[Exercise] All lines in the data bearing the string "origin" should be identified and copied.
:: The data
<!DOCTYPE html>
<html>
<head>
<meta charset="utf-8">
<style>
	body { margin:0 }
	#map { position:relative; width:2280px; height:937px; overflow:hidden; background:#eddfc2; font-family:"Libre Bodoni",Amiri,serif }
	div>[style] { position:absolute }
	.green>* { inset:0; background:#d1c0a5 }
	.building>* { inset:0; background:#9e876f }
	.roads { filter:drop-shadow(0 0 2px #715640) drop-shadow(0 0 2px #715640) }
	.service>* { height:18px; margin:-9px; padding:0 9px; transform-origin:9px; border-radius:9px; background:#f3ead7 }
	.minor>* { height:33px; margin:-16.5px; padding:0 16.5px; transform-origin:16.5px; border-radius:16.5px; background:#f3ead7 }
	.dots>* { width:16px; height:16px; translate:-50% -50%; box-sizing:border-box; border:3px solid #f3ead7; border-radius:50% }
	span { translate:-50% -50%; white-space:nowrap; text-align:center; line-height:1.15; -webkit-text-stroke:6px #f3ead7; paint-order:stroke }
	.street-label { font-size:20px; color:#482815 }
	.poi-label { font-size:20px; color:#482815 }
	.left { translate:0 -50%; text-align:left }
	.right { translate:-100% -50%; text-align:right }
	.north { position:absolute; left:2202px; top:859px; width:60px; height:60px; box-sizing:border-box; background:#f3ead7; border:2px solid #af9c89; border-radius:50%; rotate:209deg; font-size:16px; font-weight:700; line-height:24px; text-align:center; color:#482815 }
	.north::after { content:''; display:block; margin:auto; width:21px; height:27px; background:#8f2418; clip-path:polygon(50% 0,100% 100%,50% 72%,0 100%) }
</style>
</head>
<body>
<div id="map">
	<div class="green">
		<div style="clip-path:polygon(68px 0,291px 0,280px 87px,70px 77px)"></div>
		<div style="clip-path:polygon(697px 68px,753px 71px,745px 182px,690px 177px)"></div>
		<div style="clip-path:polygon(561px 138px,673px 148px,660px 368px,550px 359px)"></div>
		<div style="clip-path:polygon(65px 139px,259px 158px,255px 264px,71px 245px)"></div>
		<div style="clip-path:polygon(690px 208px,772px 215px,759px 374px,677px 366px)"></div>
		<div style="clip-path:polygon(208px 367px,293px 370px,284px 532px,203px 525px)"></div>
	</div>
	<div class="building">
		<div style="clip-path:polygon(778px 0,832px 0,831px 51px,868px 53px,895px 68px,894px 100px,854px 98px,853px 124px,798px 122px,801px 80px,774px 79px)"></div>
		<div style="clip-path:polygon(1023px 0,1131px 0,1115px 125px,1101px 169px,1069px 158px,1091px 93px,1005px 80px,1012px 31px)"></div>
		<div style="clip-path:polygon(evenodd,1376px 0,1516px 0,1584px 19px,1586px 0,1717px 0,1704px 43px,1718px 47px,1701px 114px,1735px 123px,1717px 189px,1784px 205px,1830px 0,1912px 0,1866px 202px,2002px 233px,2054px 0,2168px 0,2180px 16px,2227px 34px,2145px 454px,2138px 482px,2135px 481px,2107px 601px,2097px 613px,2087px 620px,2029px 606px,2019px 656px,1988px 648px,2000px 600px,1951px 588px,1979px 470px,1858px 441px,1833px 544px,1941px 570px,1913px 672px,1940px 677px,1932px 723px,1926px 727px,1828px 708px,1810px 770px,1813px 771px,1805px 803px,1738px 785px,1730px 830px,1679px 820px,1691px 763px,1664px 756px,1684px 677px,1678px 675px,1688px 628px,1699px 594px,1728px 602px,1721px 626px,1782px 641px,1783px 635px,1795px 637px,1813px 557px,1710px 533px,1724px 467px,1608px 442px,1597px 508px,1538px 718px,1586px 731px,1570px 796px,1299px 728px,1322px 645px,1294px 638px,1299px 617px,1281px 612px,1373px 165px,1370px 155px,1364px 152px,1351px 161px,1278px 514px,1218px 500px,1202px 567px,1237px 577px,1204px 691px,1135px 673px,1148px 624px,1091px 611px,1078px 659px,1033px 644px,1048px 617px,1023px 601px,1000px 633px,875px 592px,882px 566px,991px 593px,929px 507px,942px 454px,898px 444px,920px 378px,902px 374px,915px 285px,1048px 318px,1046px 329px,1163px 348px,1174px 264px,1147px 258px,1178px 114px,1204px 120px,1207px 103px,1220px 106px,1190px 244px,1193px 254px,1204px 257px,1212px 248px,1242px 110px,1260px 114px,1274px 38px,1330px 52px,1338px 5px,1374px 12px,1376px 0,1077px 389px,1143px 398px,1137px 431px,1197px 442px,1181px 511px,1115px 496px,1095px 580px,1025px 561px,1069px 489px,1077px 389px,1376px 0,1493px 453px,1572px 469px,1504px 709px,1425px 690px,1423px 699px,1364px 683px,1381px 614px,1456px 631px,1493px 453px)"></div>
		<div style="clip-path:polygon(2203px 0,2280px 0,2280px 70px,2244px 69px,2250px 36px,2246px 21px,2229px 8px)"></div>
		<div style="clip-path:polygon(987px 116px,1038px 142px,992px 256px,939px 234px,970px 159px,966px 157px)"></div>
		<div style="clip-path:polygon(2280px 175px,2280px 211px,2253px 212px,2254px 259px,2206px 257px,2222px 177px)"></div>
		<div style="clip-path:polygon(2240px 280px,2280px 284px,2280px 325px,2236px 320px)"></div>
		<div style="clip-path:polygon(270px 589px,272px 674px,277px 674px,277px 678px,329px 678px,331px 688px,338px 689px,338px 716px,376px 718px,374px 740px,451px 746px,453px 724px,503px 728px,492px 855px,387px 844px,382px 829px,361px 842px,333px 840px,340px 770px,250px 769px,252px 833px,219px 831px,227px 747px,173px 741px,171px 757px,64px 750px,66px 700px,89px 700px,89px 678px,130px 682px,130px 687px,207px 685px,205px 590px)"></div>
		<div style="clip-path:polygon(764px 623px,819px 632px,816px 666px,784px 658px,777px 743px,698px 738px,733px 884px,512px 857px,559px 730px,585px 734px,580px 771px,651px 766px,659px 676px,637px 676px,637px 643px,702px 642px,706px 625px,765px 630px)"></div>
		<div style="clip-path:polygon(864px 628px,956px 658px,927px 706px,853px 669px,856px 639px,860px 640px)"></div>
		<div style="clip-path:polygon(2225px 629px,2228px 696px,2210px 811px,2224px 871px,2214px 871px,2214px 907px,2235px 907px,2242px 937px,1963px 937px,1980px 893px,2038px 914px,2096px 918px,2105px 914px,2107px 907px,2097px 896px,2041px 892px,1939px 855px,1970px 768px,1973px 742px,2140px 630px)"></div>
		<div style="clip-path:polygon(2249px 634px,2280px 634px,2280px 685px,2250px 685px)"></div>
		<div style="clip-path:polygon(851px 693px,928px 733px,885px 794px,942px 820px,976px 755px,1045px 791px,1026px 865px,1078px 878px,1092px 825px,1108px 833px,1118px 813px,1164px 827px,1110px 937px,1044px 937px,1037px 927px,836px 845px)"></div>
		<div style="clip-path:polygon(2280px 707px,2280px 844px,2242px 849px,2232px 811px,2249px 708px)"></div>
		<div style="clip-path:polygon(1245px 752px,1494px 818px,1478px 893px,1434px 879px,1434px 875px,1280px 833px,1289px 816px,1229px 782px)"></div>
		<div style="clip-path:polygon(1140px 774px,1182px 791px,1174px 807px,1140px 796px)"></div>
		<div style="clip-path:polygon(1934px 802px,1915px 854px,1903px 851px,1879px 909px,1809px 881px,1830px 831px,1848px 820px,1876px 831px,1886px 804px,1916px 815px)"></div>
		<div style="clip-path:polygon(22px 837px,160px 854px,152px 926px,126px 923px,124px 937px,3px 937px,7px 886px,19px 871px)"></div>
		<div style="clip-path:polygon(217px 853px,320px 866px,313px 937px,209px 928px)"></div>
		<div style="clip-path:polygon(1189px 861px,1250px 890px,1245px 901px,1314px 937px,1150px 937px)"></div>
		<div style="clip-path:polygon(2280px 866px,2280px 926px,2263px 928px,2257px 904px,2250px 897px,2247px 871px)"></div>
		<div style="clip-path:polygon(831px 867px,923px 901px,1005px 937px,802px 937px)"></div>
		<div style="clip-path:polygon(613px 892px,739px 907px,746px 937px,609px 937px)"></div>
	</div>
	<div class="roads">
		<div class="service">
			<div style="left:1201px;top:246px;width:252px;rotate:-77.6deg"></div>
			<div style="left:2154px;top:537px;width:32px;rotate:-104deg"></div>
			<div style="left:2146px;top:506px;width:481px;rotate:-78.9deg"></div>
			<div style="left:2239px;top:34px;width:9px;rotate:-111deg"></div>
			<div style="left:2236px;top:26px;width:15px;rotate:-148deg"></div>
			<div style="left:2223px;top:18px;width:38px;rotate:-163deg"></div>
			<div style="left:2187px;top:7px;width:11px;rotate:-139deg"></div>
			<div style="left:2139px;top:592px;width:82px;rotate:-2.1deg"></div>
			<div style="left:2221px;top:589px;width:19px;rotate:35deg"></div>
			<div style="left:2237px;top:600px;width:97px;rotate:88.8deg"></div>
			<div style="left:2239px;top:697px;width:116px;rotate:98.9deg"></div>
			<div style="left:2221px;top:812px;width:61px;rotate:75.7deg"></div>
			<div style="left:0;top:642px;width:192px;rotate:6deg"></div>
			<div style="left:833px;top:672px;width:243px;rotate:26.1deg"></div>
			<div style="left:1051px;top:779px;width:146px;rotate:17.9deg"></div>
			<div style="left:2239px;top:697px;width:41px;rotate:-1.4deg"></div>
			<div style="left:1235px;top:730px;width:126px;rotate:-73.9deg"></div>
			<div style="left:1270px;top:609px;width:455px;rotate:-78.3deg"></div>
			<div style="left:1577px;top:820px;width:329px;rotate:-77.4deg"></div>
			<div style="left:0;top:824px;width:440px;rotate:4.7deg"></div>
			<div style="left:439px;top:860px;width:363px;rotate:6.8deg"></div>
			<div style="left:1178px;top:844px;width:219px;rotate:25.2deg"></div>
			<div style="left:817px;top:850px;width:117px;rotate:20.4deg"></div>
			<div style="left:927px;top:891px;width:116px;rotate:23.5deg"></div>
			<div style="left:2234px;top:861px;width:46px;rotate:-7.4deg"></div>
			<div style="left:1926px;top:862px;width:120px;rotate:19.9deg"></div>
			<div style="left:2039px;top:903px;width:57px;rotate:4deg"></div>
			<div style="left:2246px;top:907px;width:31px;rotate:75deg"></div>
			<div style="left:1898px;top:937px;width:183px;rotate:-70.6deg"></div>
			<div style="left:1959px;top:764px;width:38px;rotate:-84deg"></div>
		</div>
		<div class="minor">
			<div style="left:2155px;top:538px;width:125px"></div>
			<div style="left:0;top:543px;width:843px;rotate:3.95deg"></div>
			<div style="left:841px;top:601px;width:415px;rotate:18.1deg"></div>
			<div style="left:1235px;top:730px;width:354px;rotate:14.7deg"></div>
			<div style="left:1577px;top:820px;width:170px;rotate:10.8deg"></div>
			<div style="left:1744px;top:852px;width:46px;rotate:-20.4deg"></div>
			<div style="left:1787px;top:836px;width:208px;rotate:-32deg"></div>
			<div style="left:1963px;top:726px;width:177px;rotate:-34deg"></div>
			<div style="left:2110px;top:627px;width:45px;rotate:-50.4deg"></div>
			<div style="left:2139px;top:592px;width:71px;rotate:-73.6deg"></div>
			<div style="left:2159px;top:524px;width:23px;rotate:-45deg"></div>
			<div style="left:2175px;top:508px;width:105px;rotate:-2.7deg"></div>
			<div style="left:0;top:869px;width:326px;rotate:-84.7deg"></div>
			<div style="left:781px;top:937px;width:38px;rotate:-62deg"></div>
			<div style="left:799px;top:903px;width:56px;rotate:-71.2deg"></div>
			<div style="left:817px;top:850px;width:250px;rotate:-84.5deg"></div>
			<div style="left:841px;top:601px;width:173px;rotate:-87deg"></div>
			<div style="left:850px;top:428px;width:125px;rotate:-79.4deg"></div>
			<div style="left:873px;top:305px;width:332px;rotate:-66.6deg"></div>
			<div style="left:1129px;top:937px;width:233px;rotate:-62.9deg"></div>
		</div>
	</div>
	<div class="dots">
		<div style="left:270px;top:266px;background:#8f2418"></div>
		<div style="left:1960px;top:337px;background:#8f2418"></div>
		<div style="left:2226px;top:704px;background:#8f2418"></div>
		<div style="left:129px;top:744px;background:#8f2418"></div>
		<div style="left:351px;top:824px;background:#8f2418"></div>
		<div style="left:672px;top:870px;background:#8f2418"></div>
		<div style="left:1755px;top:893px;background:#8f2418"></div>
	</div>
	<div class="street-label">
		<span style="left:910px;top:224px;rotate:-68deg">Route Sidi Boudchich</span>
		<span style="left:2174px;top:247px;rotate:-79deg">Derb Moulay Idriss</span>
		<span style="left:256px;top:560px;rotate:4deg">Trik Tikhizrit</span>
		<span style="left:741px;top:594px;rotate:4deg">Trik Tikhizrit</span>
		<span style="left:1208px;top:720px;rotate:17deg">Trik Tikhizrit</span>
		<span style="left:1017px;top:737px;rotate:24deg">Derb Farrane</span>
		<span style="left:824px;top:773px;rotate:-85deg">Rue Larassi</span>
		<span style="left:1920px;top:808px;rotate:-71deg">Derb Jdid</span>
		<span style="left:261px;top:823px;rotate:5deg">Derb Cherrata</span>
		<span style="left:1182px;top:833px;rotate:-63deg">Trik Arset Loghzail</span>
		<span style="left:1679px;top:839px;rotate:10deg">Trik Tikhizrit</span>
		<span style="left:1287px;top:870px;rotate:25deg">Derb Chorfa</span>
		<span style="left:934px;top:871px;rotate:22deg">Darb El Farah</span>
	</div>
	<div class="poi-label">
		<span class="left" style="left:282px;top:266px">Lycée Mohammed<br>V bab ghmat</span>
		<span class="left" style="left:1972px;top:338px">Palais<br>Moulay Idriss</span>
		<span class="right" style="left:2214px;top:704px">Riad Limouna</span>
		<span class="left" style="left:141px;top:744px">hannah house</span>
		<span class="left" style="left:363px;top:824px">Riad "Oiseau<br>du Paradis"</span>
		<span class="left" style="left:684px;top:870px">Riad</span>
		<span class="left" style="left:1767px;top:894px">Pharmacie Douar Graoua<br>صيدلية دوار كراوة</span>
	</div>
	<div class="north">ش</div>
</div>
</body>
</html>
::::
[Exercise answer]
	.service>* { height:18px; margin:-9px; padding:0 9px; transform-origin:9px; border-radius:9px; background:#f3ead7 }
	.minor>* { height:33px; margin:-16.5px; padding:0 16.5px; transform-origin:16.5px; border-radius:16.5px; background:#f3ead7 }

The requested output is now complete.